AHA also had urged a stop-loss policy to prevent a loss of more than 10 percent of DSH payments under the policy. The association calculated that more than 20 percent of hospitals would lose at least 10 percent of DSH payments by the time the policy was fully phased in over three years.

“The agency is moving too quickly to use a form that remains unclear in its construction and instructions, not consistently prepared by hospitals, and not yet subject to audit for accuracy,” Chip Kahn, president and CEO of the Federation of American Hospitals (FAH), wrote in comments to CMS about the plan to begin using S-10 data. 

Shifts Expected

CMS’s new approach is expected to lead to a massive nationwide redistribution of Medicare disproportionate share hospital (DSH) funding, underscoring the importance to hospitals of reexamining their S-10 data, Polston said.

“Using S-10 data, CMS has recognized, is going to have an enormous redistributive effect on uncompensated care payments,” Polston said.

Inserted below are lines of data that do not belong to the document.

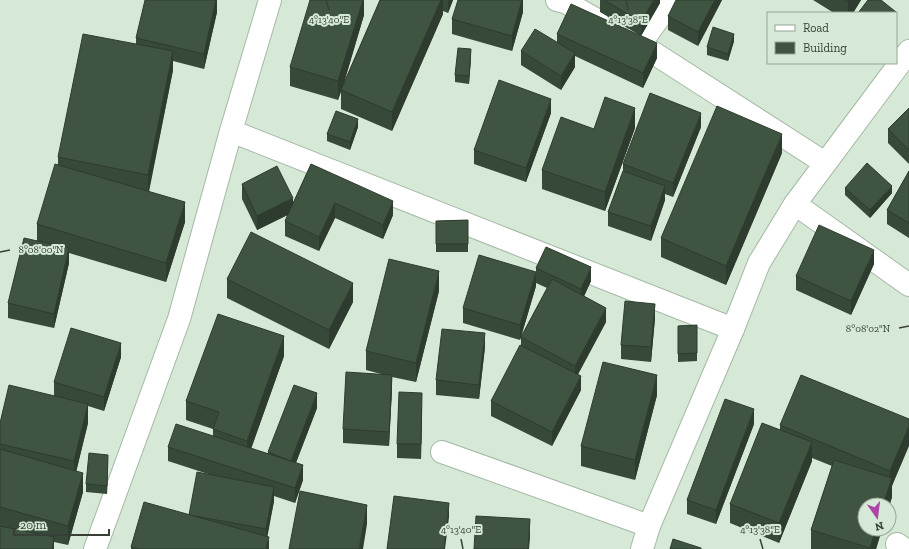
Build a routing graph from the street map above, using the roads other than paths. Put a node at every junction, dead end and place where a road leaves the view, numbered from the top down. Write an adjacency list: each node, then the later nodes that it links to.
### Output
1 (270, 0): 6 (street)
2 (557, 0): 4 (street)
3 (672, 0): 4 (street)
4 (640, 44): 7 (street)
5 (909, 51): 7 (street)
6 (231, 131): 10 (street); 13 (street)
7 (825, 163): 8 (street)
8 (795, 204): 9 (street); 10 (street)
9 (909, 285)
10 (733, 329): 12 (street)
11 (442, 452): 12 (street)
12 (649, 526): 14 (street)
13 (95, 549)
14 (642, 549)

Overall, the change is expected to shift such funding from hospitals in states that expanded Medicaid eligibility under the Affordable Care Act to hospitals in the 19 states that did not expand Medicaid.

Hospital clients of Southwest Consulting Associates in California and New York have seen the biggest expected losses under the new policy, while those in Texas and Florida have seen the biggest gains, said Jonathan Mason, senior manager of operations. Individual hospitals’ projected annual payment changes have totaled more than one million dollars, according to the reviews. He also has seen evidence that the payments will swing from not-for-profit hospitals to governmental hospitals.

“The big dollars are moving to governmental hospitals,” Mason said.

A projection conducted by DeBrunner and Associates for FAH concluded the new policy will result in a shift of $2.3 billion in such funding. Additionally, 10 percent of hospitals would increase their share of the overall Medicare DSH pool from 18.8 percent to 44.5 percent, or an increase of $1.8 billion, according to the projection.

“This means that 10 percent of hospitals would experience 77 percent of the total gains among all hospitals,” Kahn wrote. “Others would suffer significant losses, with no assurance that the underlying data is accurate enough to support such changes for either the winners or the losers.”

Keys to Watch

As hospitals reexamine S-10 data and submit revised data, Pennington urged a “deep dive” examination of their financial assistance policies and procedures, including charity care policies, bad debt policies, and self-paid discount policies. 

Other issues hospital executives should consider are changes that allow hospitals to include partial or total discounts to uninsured patients in their facility’s total amount of charity care.

Not-for-profit hospitals may have offered such discounts under either their charity care policy or their financial assistance policy.

The change could especially benefit hospitals that previously interpreted CMS instructions as prohibiting the inclusion of discounts for uninsured patients among their charity care charges, Polston said.

“If you don’t [include] that and every other hospital does, then your amount of uncompensated care payments will shrink proportionately,” Polston said.

Another key consideration for hospitals when reviewing the worksheet is to ensure their non-reimbursable Medicare bad debt expense was not reduced by their cost-to-charge ratio.

“So, every hospital probably has an opportunity to restate that number, and that number will be higher,” Polston said.

Hospitals that don’t restate the number will be similarly disadvantaged compared to hospitals that do.

Finally, Pennington underscored the need for hospitals to become “audit ready,” with patient detail information available to support data they submit on their S-10.

“CMS has stated that FY17 will be the first fiscal year that the cost reports will be subject to review by the MACs for Worksheet S-10 but CMS also has indicated that they expect more robust reviews to  be conducted for FY14, FY15, and FY16,” Pennington said.